:: Entries shown ::

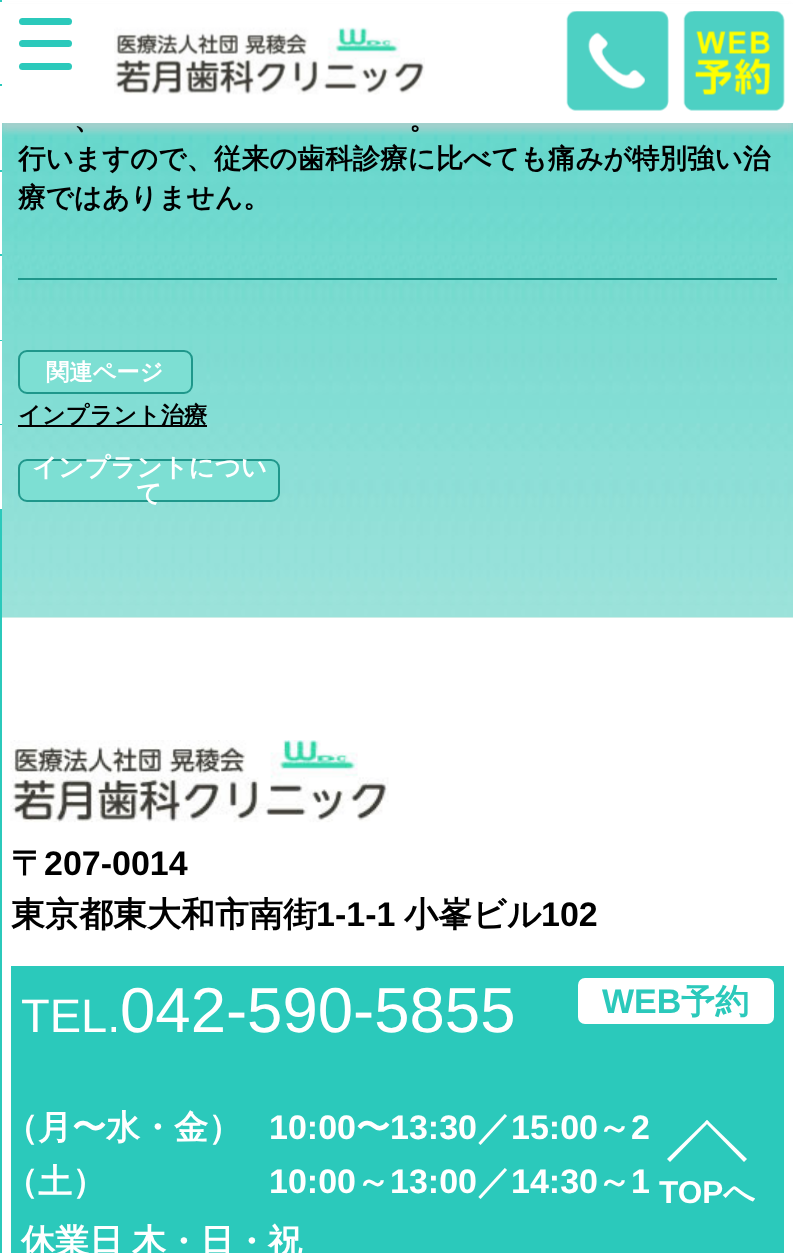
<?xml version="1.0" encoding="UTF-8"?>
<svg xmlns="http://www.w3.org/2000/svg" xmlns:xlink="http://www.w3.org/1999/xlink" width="793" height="1253">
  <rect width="100%" height="100%" fill="#ffffff" />
  <rect x="2" y="617" width="791" height="1" fill="#fef8f4" />
  <image x="2" y="123" width="791" height="495" xlink:href="image4.png" />
  <rect y="9" width="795" height="122" fill="#cccccc" fill-opacity="0.6" filter="blur(3.5px)" />
  <rect x="2" y="4" width="791" height="119" fill="#ffffff" />
  <rect width="2" height="1253" fill="#2bc9bb" />
  <rect y="2" width="2" height="82" fill="#ffffff" />
  <rect y="86" width="2" height="84" fill="#ffffff" />
  <rect y="172" width="2" height="82" fill="#ffffff" />
  <rect y="256" width="2" height="84" fill="#ffffff" />
  <rect y="341" width="2" height="83" fill="#ffffff" />
  <rect y="425" width="2" height="84" fill="#ffffff" />
  <rect x="19" y="18" width="53" height="7" rx="3.5" fill="#2bc9bb" />
  <rect x="19" y="40" width="53" height="7" rx="3.5" fill="#2bc9bb" />
  <rect x="19" y="63" width="53" height="7" rx="3.5" fill="#2bc9bb" />
  <image x="114" y="27" width="311" height="68" xlink:href="image1.png" />
  <image x="566" y="11" width="103" height="100" xlink:href="image2.png" />
  <image x="683" y="11" width="102" height="100" xlink:href="image3.png" />
  <rect x="18" y="278" width="759" height="2" fill="#1f978b" />
  <rect x="19" y="351" width="173" height="42" rx="8" fill="#7ddfd3" stroke="#1f978b" stroke-width="2" />
  <rect x="18" y="425" width="189" height="2" fill="#000000" />
  <rect x="19" y="460" width="260" height="41" rx="8" fill="#7ddfd3" stroke="#1f978b" stroke-width="2" />
  <image x="10" y="740" width="379" height="83" xlink:href="image5.png" />
  <rect x="11" y="966" width="773" height="287" fill="#2bc9bb" />
  <rect x="578" y="978" width="196" height="46" rx="7" fill="#ffffff" />
  <path d="M 667 1159 l 40 -39 l 2 2 l -39 40 z" fill="#ffffff" />
  <path d="M 705 1122 l 2 -2 l 40 39 l -3 3 z" fill="#ffffff" />
  <text x="74" y="129" style="font-family: WenQuanYi Zen Hei; font-size: 27.55px; font-weight: bold; fill: #000000">、</text>
  <text x="409" y="129" style="font-family: WenQuanYi Zen Hei; font-size: 27.55px; font-weight: bold; fill: #000000">。</text>
  <text x="18" y="168" style="font-family: WenQuanYi Zen Hei; font-size: 27.55px; font-weight: bold; fill: #000000">行いますので、従来の歯科診療に比べても痛みが特別強い治</text>
  <text x="18" y="207" style="font-family: WenQuanYi Zen Hei; font-size: 27.55px; font-weight: bold; fill: #000000">療ではありません。</text>
  <text x="46" y="380" style="font-family: WenQuanYi Zen Hei; font-size: 23.25px; font-weight: bold; fill: #ffffff">関連ページ</text>
  <text x="18" y="423" style="font-family: WenQuanYi Zen Hei; font-size: 23.25px; font-weight: bold; fill: #000000">インプラント治療</text>
  <text x="32" y="476" style="font-family: WenQuanYi Zen Hei; font-size: 25.5px; font-weight: bold; fill: #ffffff">インプラントについ</text>
  <text x="136" y="502" style="font-family: WenQuanYi Zen Hei; font-size: 25.5px; font-weight: bold; fill: #ffffff">て</text>
  <text x="11" y="875" style="font-family: WenQuanYi Zen Hei; font-size: 34px; font-weight: bold; fill: #000000">〒</text>
  <text x="44" y="875" style="font-family: Liberation Sans; font-size: 34px; font-weight: bold; fill: #000000">207-0014</text>
  <text x="11" y="926" style="font-family: WenQuanYi Zen Hei; font-size: 34px; font-weight: bold; fill: #000000">東京都東大和市南街</text>
  <text x="316" y="926" style="font-family: Liberation Sans; font-size: 34px; font-weight: bold; fill: #000000">1-1-1</text>
  <text x="404" y="926" style="font-family: WenQuanYi Zen Hei; font-size: 34px; font-weight: bold; fill: #000000">小峯ビル</text>
  <text x="541" y="926" style="font-family: Liberation Sans; font-size: 34px; font-weight: bold; fill: #000000">102</text>
  <text x="21" y="1032" style="font-family: Liberation Sans; font-size: 47px; fill: #ffffff">TEL.</text>
  <text x="120" y="1032" style="font-family: Liberation Sans; font-size: 63.5px; fill: #ffffff">042-590-5855</text>
  <text x="602" y="1013" style="font-family: Liberation Sans; font-size: 34px; font-weight: bold; fill: #2bc9bb">WEB</text>
  <text x="681" y="1013" style="font-family: WenQuanYi Zen Hei; font-size: 34px; font-weight: bold; fill: #2bc9bb">予約</text>
  <text x="4" y="1139" style="font-family: WenQuanYi Zen Hei; font-size: 34px; font-weight: bold; fill: #ffffff">（月〜水・金）</text>
  <text x="269" y="1139" style="font-family: Liberation Sans; font-size: 34px; font-weight: bold; fill: #ffffff">10:00</text>
  <text x="356" y="1139" style="font-family: WenQuanYi Zen Hei; font-size: 34px; font-weight: bold; fill: #ffffff">〜</text>
  <text x="390" y="1139" style="font-family: Liberation Sans; font-size: 34px; font-weight: bold; fill: #ffffff">13:30</text>
  <text x="477" y="1139" style="font-family: WenQuanYi Zen Hei; font-size: 34px; font-weight: bold; fill: #ffffff">／</text>
  <text x="511" y="1139" style="font-family: Liberation Sans; font-size: 34px; font-weight: bold; fill: #ffffff">15:00</text>
  <text x="597" y="1139" style="font-family: WenQuanYi Zen Hei; font-size: 34px; font-weight: bold; fill: #ffffff">～</text>
  <text x="631" y="1139" style="font-family: Liberation Sans; font-size: 34px; font-weight: bold; fill: #ffffff">2</text>
  <text x="4" y="1193" style="font-family: WenQuanYi Zen Hei; font-size: 34px; font-weight: bold; fill: #ffffff">（土）</text>
  <text x="269" y="1193" style="font-family: Liberation Sans; font-size: 34px; font-weight: bold; fill: #ffffff">10:00</text>
  <text x="356" y="1193" style="font-family: WenQuanYi Zen Hei; font-size: 34px; font-weight: bold; fill: #ffffff">～</text>
  <text x="390" y="1193" style="font-family: Liberation Sans; font-size: 34px; font-weight: bold; fill: #ffffff">13:00</text>
  <text x="477" y="1193" style="font-family: WenQuanYi Zen Hei; font-size: 34px; font-weight: bold; fill: #ffffff">／</text>
  <text x="511" y="1193" style="font-family: Liberation Sans; font-size: 34px; font-weight: bold; fill: #ffffff">14:30</text>
  <text x="597" y="1193" style="font-family: WenQuanYi Zen Hei; font-size: 34px; font-weight: bold; fill: #ffffff">～</text>
  <text x="631" y="1193" style="font-family: Liberation Sans; font-size: 34px; font-weight: bold; fill: #ffffff">1</text>
  <text x="21" y="1253" style="font-family: WenQuanYi Zen Hei; font-size: 34px; font-weight: bold; fill: #ffffff">休業日</text>
  <text x="132" y="1253" style="font-family: WenQuanYi Zen Hei; font-size: 34px; font-weight: bold; fill: #ffffff">木・日・祝</text>
  <text x="659" y="1203" style="font-family: Liberation Sans; font-size: 31.5px; font-weight: bold; fill: #ffffff">TOP</text>
  <text x="723" y="1203" style="font-family: WenQuanYi Zen Hei; font-size: 31.5px; font-weight: bold; fill: #ffffff">へ</text>
</svg>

:::

**How to complete this task**
For each line in the data that holds the word "xlink", copy the line.

**Solution to the problem**
<svg xmlns="http://www.w3.org/2000/svg" xmlns:xlink="http://www.w3.org/1999/xlink" width="793" height="1253">
  <image x="2" y="123" width="791" height="495" xlink:href="image4.png" />
  <image x="114" y="27" width="311" height="68" xlink:href="image1.png" />
  <image x="566" y="11" width="103" height="100" xlink:href="image2.png" />
  <image x="683" y="11" width="102" height="100" xlink:href="image3.png" />
  <image x="10" y="740" width="379" height="83" xlink:href="image5.png" />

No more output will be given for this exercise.